Wednesday, March 2, 2011

Using the Internet Archive Website: Books - Post 1

I have struggled over the years to use the FREE Internet Archive website (http://www.archive.org/) effectively.  It seems like almost every time I use it, my Internet Explorer browser locks up.  I have no idea why!

I have also been frustrated by the search limitations on the site, and have finally figured out "my way" of doing it.  If others have better methods, I would love to hear them.

Here is the home page of the site:


I was looking for a specific book about Samuel Sewall of Massachusetts, so I put "samuel sewall" (in quotes) in the small search box at the top of the page.  After about one minute, I got this screen:



It told me that "The search engine encountered the following error:  search engine returned invalid information or was unresponsive. We are working to resolve this issue.  Thanks for your patience."

I was still impatient, so I turned to my trusty work-around.  I searched the website in Google, using the string: ["samuel sewall" site: http://www.archive.org/] (without the brackets).  Here were my results:


That's better - there are plenty of mentions of Samuel Sewall in the Archive site - and look what's number 1:  "Diary of Samuel Sewall, 1674-1729)."  I clicked on it and saw:



To someone inexperienced using this site, the result looks like gibberish.  The user can scroll down and find real text, but it can be confusing to someone trying the site the first time.  Why the gibberish?
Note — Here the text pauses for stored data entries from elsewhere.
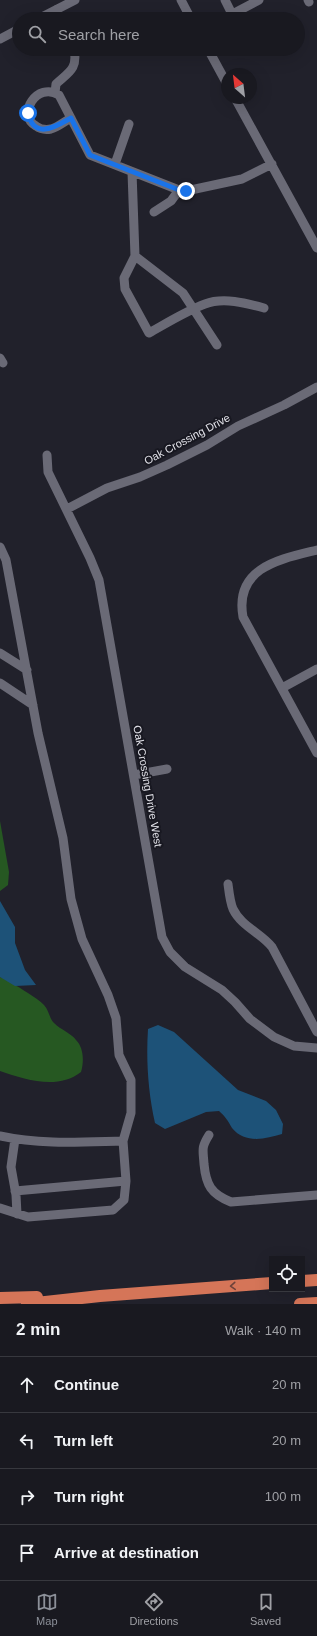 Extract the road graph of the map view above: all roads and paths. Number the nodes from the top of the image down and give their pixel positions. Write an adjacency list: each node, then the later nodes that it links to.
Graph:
1 (74, 0): 5 (street)
2 (181, 0): 8 (street)
3 (225, 0): 9 (street)
4 (259, 0): 10 (street)
5 (58, 9): 6 (street); 7 (street)
6 (54, 12)
7 (59, 12)
8 (187, 12)
9 (231, 12)
10 (236, 12)
11 (12, 33): 12 (street)
12 (0, 39)
13 (76, 56): 16 (street)
14 (212, 56): 15 (street)
15 (221, 73)
16 (55, 93): 18 (street); 18 (street)
17 (238, 104): 21 (street)
18 (71, 118): 20 (street)
19 (129, 124): 20 (street)
20 (115, 164): 22 (street)
21 (272, 164): 23 (street); 25 (street)
22 (132, 172): 23 (street); 26 (street)
23 (179, 190): 24 (street)
24 (154, 212)
25 (317, 248)
26 (135, 256): 28 (street); 28 (street)
27 (264, 308): 28 (street)
28 (195, 309): 29 (street)
29 (217, 345)
30 (317, 387): 32 (street, Oak Crossing Drive)
31 (47, 455): 32 (street, Oak Crossing Drive West)
32 (67, 509): 43 (street, Oak Crossing Drive West)
33 (0, 547): 37 (street)
34 (317, 550): 39 (street)
35 (0, 653): 37 (street)
36 (317, 669): 39 (street)
37 (27, 670): 40 (street)
38 (0, 683): 40 (street)
39 (282, 688): 41 (street)
40 (33, 705): 50 (street)
41 (317, 753)
42 (167, 769): 43 (street)
43 (134, 776): 46 (street, Oak Crossing Drive West)
44 (228, 884): 45 (street)
45 (317, 1032)
46 (317, 1048)
47 (209, 1135): 53 (street)
48 (0, 1136): 49 (street)
49 (15, 1139): 50 (street); 52 (street)
50 (123, 1141): 51 (street)
51 (126, 1181): 52 (street); 55 (street)
52 (15, 1192): 55 (street)
53 (317, 1195)
54 (0, 1208): 55 (street)
55 (17, 1214)
56 (317, 1280): 57 (highway)
57 (305, 1281)
58 (269, 1283): 59 (highway, one-way to 59)
59 (100, 1296): 60 (highway); 62 (highway)
60 (0, 1298)
61 (317, 1302): 63 (highway)
62 (27, 1304)
63 (300, 1304)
The Internet Archive seems to always open with the full OCRed (Optical Character Recognition) text version.  The graphics on a scanned page often create unintelligible text, as shown above.  It seems like there are many misspelled words in the text, probably because of the OCR process of text in difficult to read fonts.

This is usually where my system locks up.  Perhaps it is because it takes a long time (sometimes a minute or more) to load this OCRed text page.  If I click on something without the page telling me that it's "Done," my system locks up.  I thought this problem would go away once I bought a new computer with more RAM.  But it hasn't gone away so far.

There is no effective search box for the site (that I can see) on this screen.  My work-around here is to go to the Edit menu on my browser, and click on "Find on this Page" and enter the text I'm searching for in the search box (see screen above).  The screen instantly goes to the first use of the search text:


If I want the next instance of the requested text, I can click on the "Next" button and the next instance will be highlighted. 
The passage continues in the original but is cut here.